Yes. Looking at the cost management of the group, it's still under control. We've said, all in, we expect relatively stable development in '24 versus '23, and that still applies. If you see the development in retrospect versus Q1 last year, we are up 3% exclusive of one-offs, and this lift in 3% relates to the inclusion of PFA Bank, salary increases of 4.5% and the removal of Great Prayer Day, which cost us closely to 0.5 percentage point.
Looking at the one-offs, Handelsbanken and PFA Bank covers DKK 22 million in Q1. And there are other elements to it as well. One is a VAT adjustment due to the different development in income between Jyske Finance, whether it's an income of VAT and Jyske Bank, whether it's an expense of VAT, and that leads to a lift in cost of a little bit more than DKK 30 million this quarter.
The credit quality is still very high. We see small portfolio movements in Q1, a few single line changes, which is natural. But average wise, since 2014 where we merged with Realkredit, now Jyske Realkredit, we have seen an average impairment charge of only 8 basis points. And in the same period, we have built up the DKK 2 billion in post-model adjustments, which is around 40% of the total balance.

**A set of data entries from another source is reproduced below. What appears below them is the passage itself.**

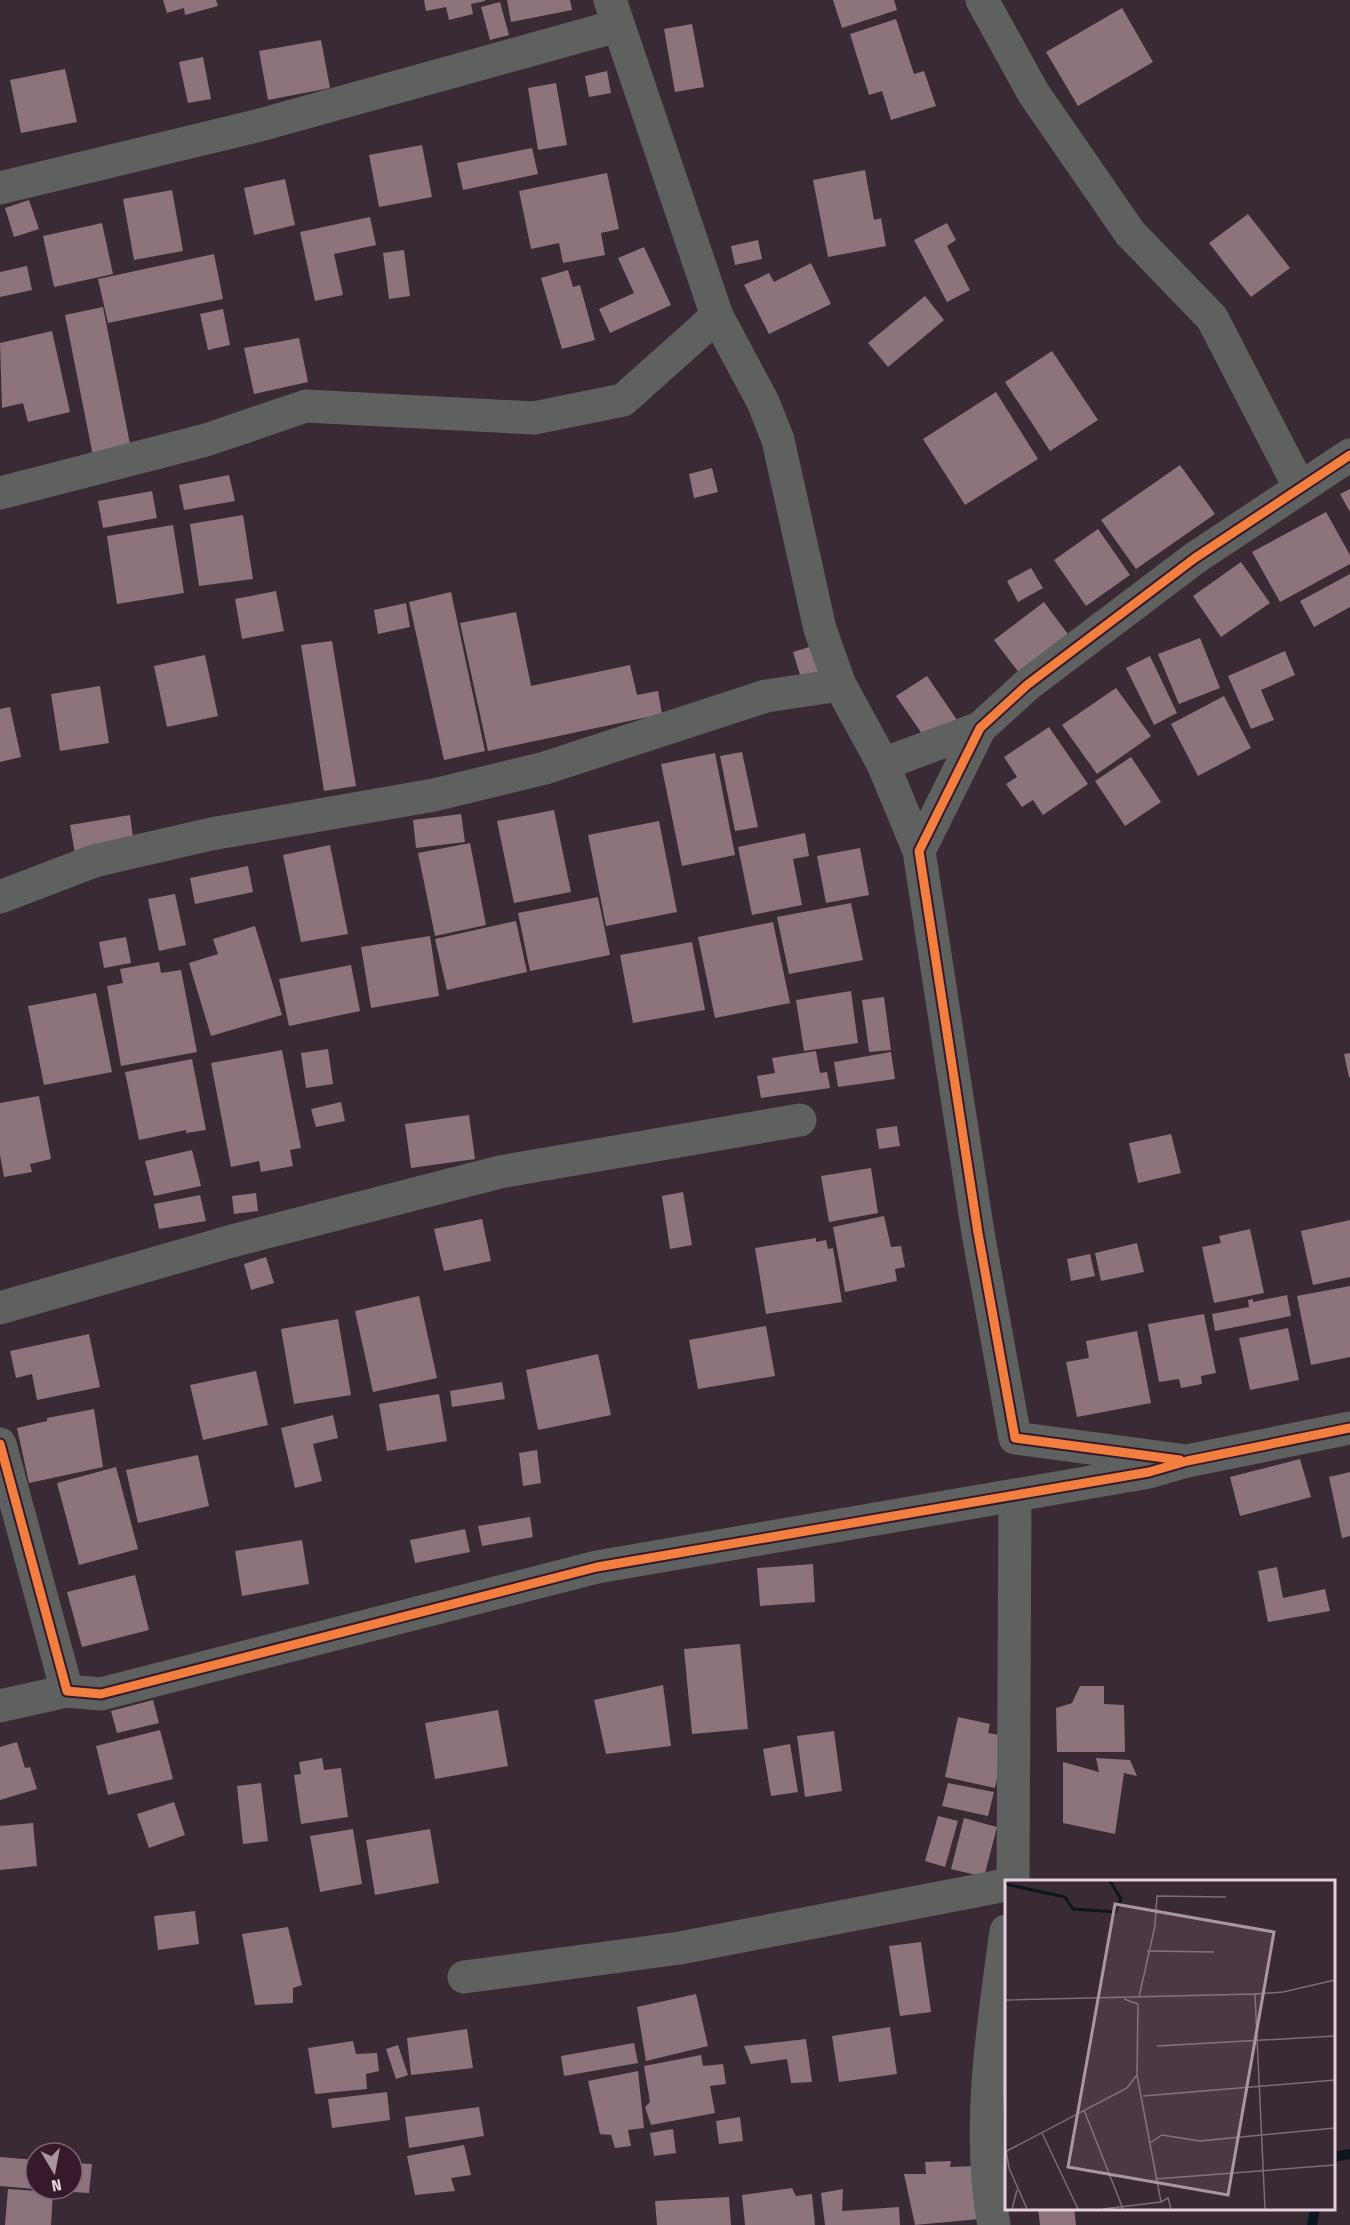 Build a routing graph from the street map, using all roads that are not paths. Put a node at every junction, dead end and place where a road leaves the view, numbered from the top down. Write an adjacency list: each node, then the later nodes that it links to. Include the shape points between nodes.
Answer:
1 (982, 0): 6 (street, via 1034,94 1130,233 1212,318)
2 (613, 13): 3 (street, via 256,126); 4 (street)
3 (0, 188)
4 (717, 316): 7 (street, via 623,400 534,418 306,406 206,441); 8 (street, via 763,402 778,440 820,628)
5 (1350, 455): 6 (street)
6 (1300, 488): 9 (street, via 1195,558 1027,685)
7 (0, 493)
8 (840, 685): 10 (street); 12 (street, via 766,696 545,768 434,795 211,834 94,861)
9 (980, 728): 10 (street); 11 (street)
10 (883, 764): 11 (street)
11 (919, 851): 17 (street, via 978,1233 1015,1438)
12 (0, 897)
13 (800, 1120): 14 (street, via 500,1172 232,1240)
14 (0, 1308)
15 (1350, 1428): 17 (street)
16 (0, 1444): 19 (street)
17 (1187, 1461): 18 (street, via 1149,1472)
18 (1015, 1495): 19 (street, via 597,1567 101,1694); 21 (street)
19 (67, 1691): 20 (street)
20 (0, 1706)
21 (1013, 1880)
22 (1005, 1885): 24 (street, via 680,1948)
23 (1005, 1938): 25 (street, via 993,2020 988,2103 989,2198)
24 (464, 1977)
25 (994, 2225) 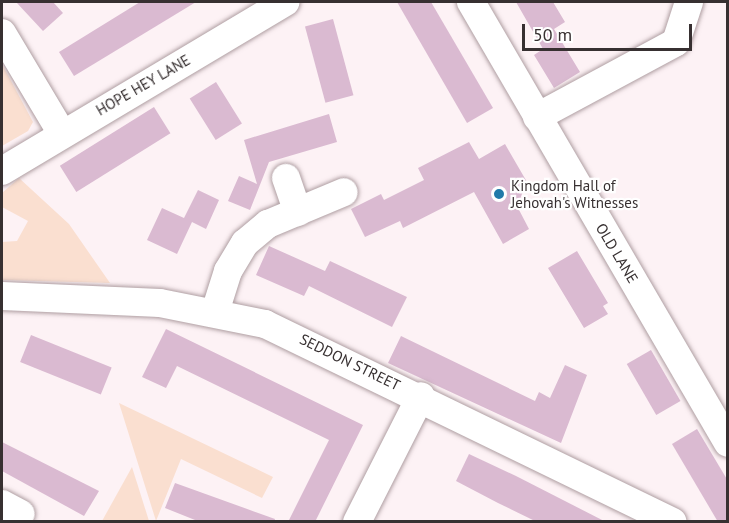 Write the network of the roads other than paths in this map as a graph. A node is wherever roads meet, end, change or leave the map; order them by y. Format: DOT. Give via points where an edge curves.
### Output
graph roads {
  1 [pos="286,2"];
  2 [pos="471,2"];
  3 [pos="689,2"];
  4 [pos="2,33"];
  5 [pos="537,117"];
  6 [pos="61,132"];
  7 [pos="2,171"];
  8 [pos="286,178"];
  9 [pos="344,192"];
  10 [pos="298,212"];
  11 [pos="2,296"];
  12 [pos="215,312"];
  13 [pos="421,396"];
  14 [pos="728,443"];
  15 [pos="357,522"];
  16 [pos="672,522"];
  1 -- 6 [label="street, HOPE HEY LANE"];
  2 -- 5 [label="street, OLD LANE"];
  3 -- 5 [label="street" via="676,42"];
  4 -- 6 [label="street"];
  5 -- 14 [label="street, OLD LANE"];
  6 -- 7 [label="street, HOPE HEY LANE"];
  8 -- 10 [label="street"];
  9 -- 10 [label="street"];
  10 -- 12 [label="street" via="268,224 245,243 228,271"];
  11 -- 12 [label="street, SEDDON STREET" via="90,297"];
  12 -- 13 [label="street, SEDDON STREET" via="295,334"];
  13 -- 15 [label="street"];
  13 -- 16 [label="street, SEDDON STREET"];
} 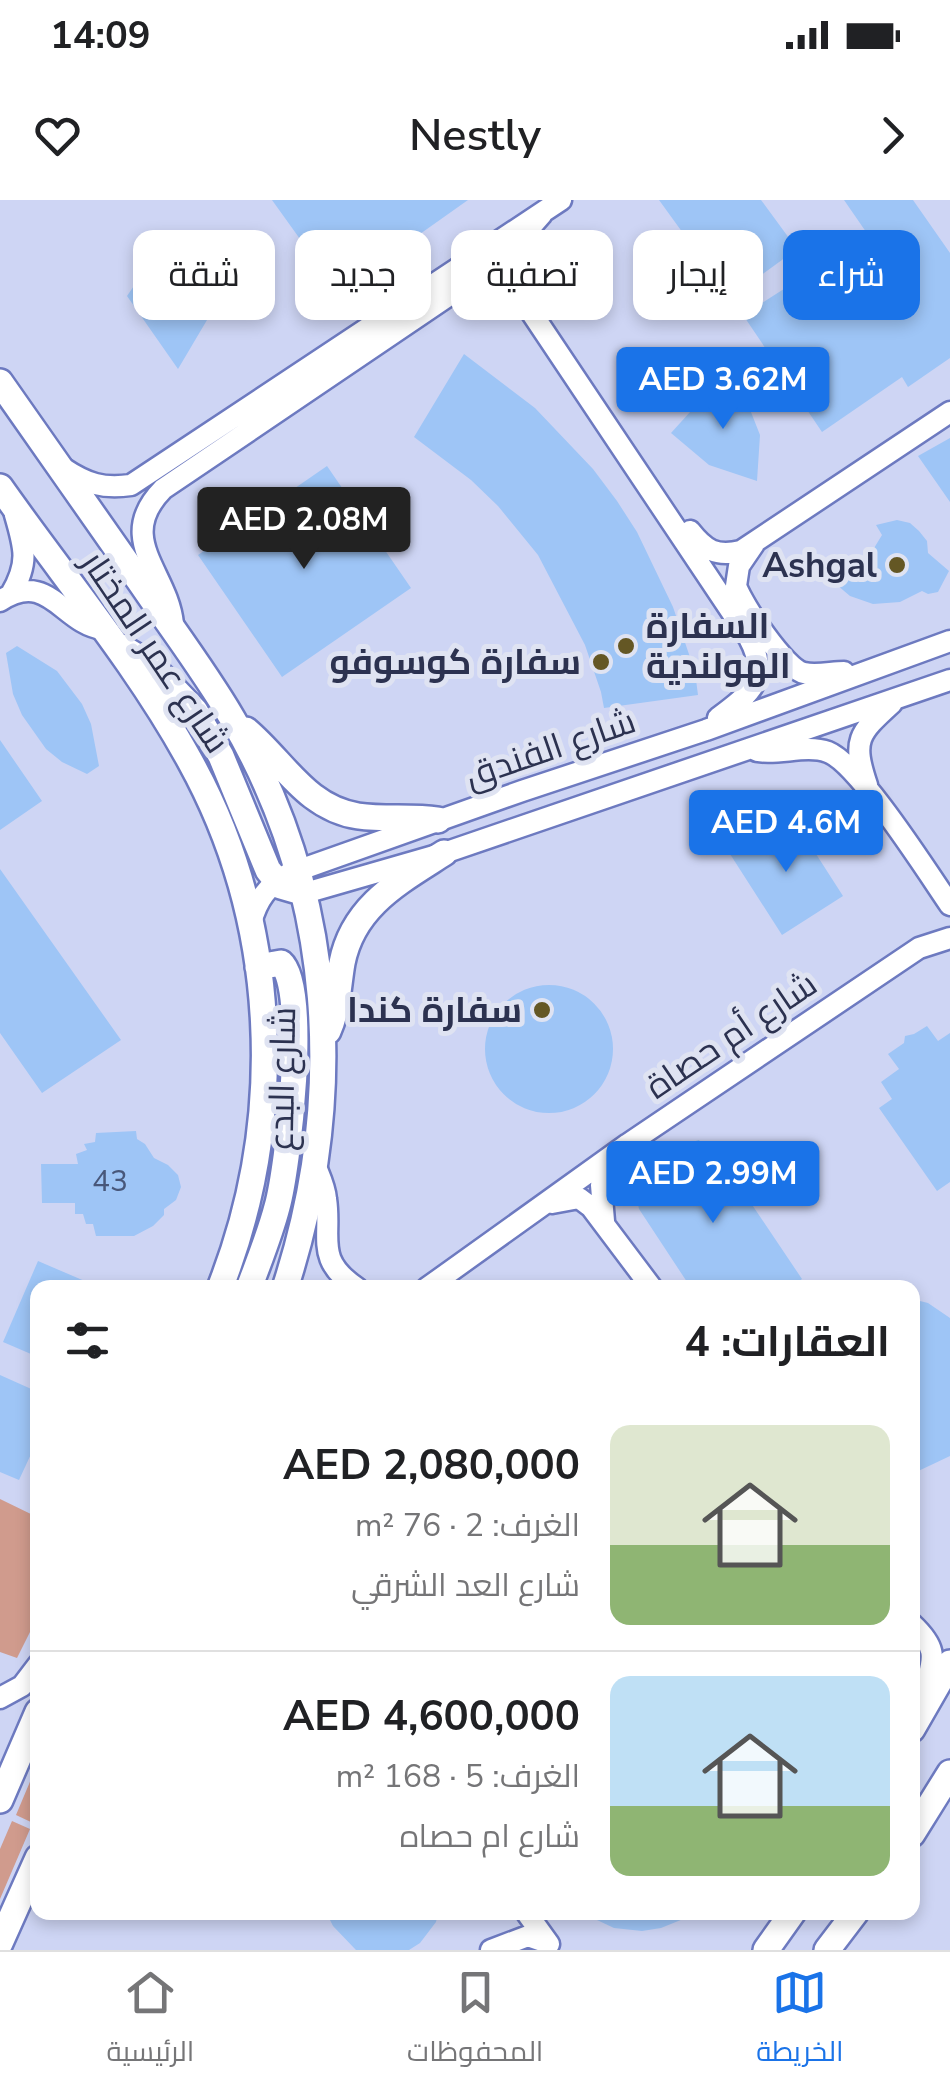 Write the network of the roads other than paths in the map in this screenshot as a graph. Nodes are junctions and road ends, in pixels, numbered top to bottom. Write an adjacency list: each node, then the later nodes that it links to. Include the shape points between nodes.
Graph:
1 (561, 200): 2 (street)
2 (542, 214): 3 (street); 8 (street, via 132,485 106,489)
3 (528, 230)
4 (451, 294): 13 (street, via 153,498 143,521 143,546 168,598)
5 (536, 320): 10 (street)
6 (0, 382): 8 (main road, شارع عمر المختار)
7 (950, 412): 11 (street)
8 (58, 464): 13 (main road, شارع عمر المختار)
9 (6, 496): 12 (street, via 25,558); 14 (main road, شارع عمر المختار)
10 (657, 498): 11 (street, via 708,551 728,554); 20 (street, via 758,659 748,695)
11 (754, 544): 16 (street, via 739,566 736,586 784,658 806,674)
12 (6, 598): 14 (street, via 42,593)
13 (174, 631): 19 (main road, شارع عمر المختار)
14 (107, 636): 25 (main road, via 169,680 194,712); 28 (main road, شارع عمر المختار, via 191,762)
15 (950, 641): 16 (street, شارع الفندق)
16 (861, 672): 20 (street, شارع الفندق)
17 (950, 680): 18 (street, شارع الفندق)
18 (896, 699): 21 (street, شارع الفندق); 22 (street, via 860,738 858,760)
19 (233, 720): 23 (main road, via 326,808); 25 (main road, شارع عمر المختار, via 266,788)
20 (706, 730): 23 (street, شارع الفندق)
21 (749, 749): 22 (street, via 833,754); 24 (street, شارع الفندق)
22 (869, 792): 26 (street)
23 (438, 820): 25 (street, شارع الفندق)
24 (444, 853): 25 (street, شارع الفندق); 32 (main road, via 394,885 358,920)
25 (292, 881): 28 (street, via 260,899); 32 (main road, شارع البدع, via 318,972)
26 (938, 887): 27 (street); 30 (street, via 941,916)
27 (950, 905)
28 (251, 923): 31 (main road, شارع البدع)
29 (950, 938): 30 (street, شارع أم حصاة)
30 (919, 948): 33 (street, شارع أم حصاة)
31 (258, 966): 37 (main road, شارع البدع, via 266,1071 259,1155); 38 (main road, via 281,963 290,978 293,1090 278,1205)
32 (323, 1040): 34 (main road, شارع البدع)
33 (628, 1144): 35 (street, شارع أم حصاة); 36 (street, via 604,1176)
34 (316, 1167): 39 (main road, شارع البدع); 40 (street, via 326,1198 327,1251)
35 (532, 1212): 36 (street, via 578,1198); 41 (street, شارع أم حصاة)
36 (604, 1220): 42 (street)
37 (223, 1280)
38 (252, 1280)
39 (287, 1280)
40 (347, 1280)
41 (436, 1280)
42 (646, 1280)
43 (920, 1633): 47 (street, via 934,1658)
44 (950, 1664): 48 (main road)
45 (30, 1676): 46 (street)
46 (0, 1698)
47 (920, 1714)
48 (920, 1717)
49 (30, 1728): 51 (main road)
50 (950, 1773): 52 (main road)
51 (2, 1785)
52 (920, 1821)
53 (30, 1879): 58 (main road)
54 (514, 1920): 60 (street)
55 (532, 1920): 59 (street)
56 (788, 1920): 61 (main road)
57 (850, 1920): 62 (main road)
58 (0, 1944)
59 (551, 1946): 60 (street, via 528,1936)
60 (495, 1947)
61 (766, 1950)
62 (828, 1950)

In Q1, we took and booked a cushion against the proposed carbon tax on agriculture of DKK 100 million, and it actually more than explains the net expense of DKK 82 million in the quarter. So a very stable credit quality still here in Q1.
And then finally, looking at the capital. We will initiate a buyback program of DKK 1.5 billion starting here in Q2. And we will keep the capital levels still in the upper half of 15% to 17% as we announced by year-end. And as you can see here in Q1, the CET1 ratio dropped a bit from 16.9% to 16.6%. And the explanation is on top of the profit reservation of capital for both expected dividend as well as expected share buybacks, the latter part being a consequence of an EBA answering guidance which was given in January of this year.
Looking at the risk exposure, the total risk is lifted by 2.5% in the quarter, driven by 3 factors: the main one is that operational risk due to higher income in the group is listed DKK 3.5 billion, that's a yearly change; market risk and credit risk as another DKK 1 billion each, summing that to DKK 5.5 billion or DKK 2 billion -- or 2.5%. And so if you exclude the reservation of capital for buybacks, we are almost even at 16.8%.
And then going forward, we will, of course, manage the buyback program properly. We will build or stabilize the capital levels after the inclusion of the full DKK 1.5 billion in the capital reservation in Q2 when we start the program of buying back shares. And of course, we will try to manage the CRE buffer and the inclusion of Basel IV also properly, the effect will show up in Q2 of this year, respectively, Q1 of next year. The expectations are unchanged, approximately 2 percentage points, and we hope for no double counting of buffers from the regulators. There are some hope in the market that this will happen, and it will also, of course, be a positive for us looking into '25.
Thank you, Lars. Thank you, Birger. We'll now open up for questions.
[Operator Instructions] I believe the first question in line comes from Asbjørn Mørk from Danske Bank.
Yes. And I have 2 questions basically. One, we could look at your top line to begin with and the bridge you gave on Slide #6. Maybe if you can elaborate a little bit on the actual development in NII in the different months in Q1 because there seems to be quite a lot of impact from your -- from the funding side. And then I guess some of the deposit headwind was basically the spillover from the changes you did in late -- or in Q4. So how did you actually see the NII developed throughout Q1? Was it relatively stable? Or did it continue to put a gradual sort of decline from January to March?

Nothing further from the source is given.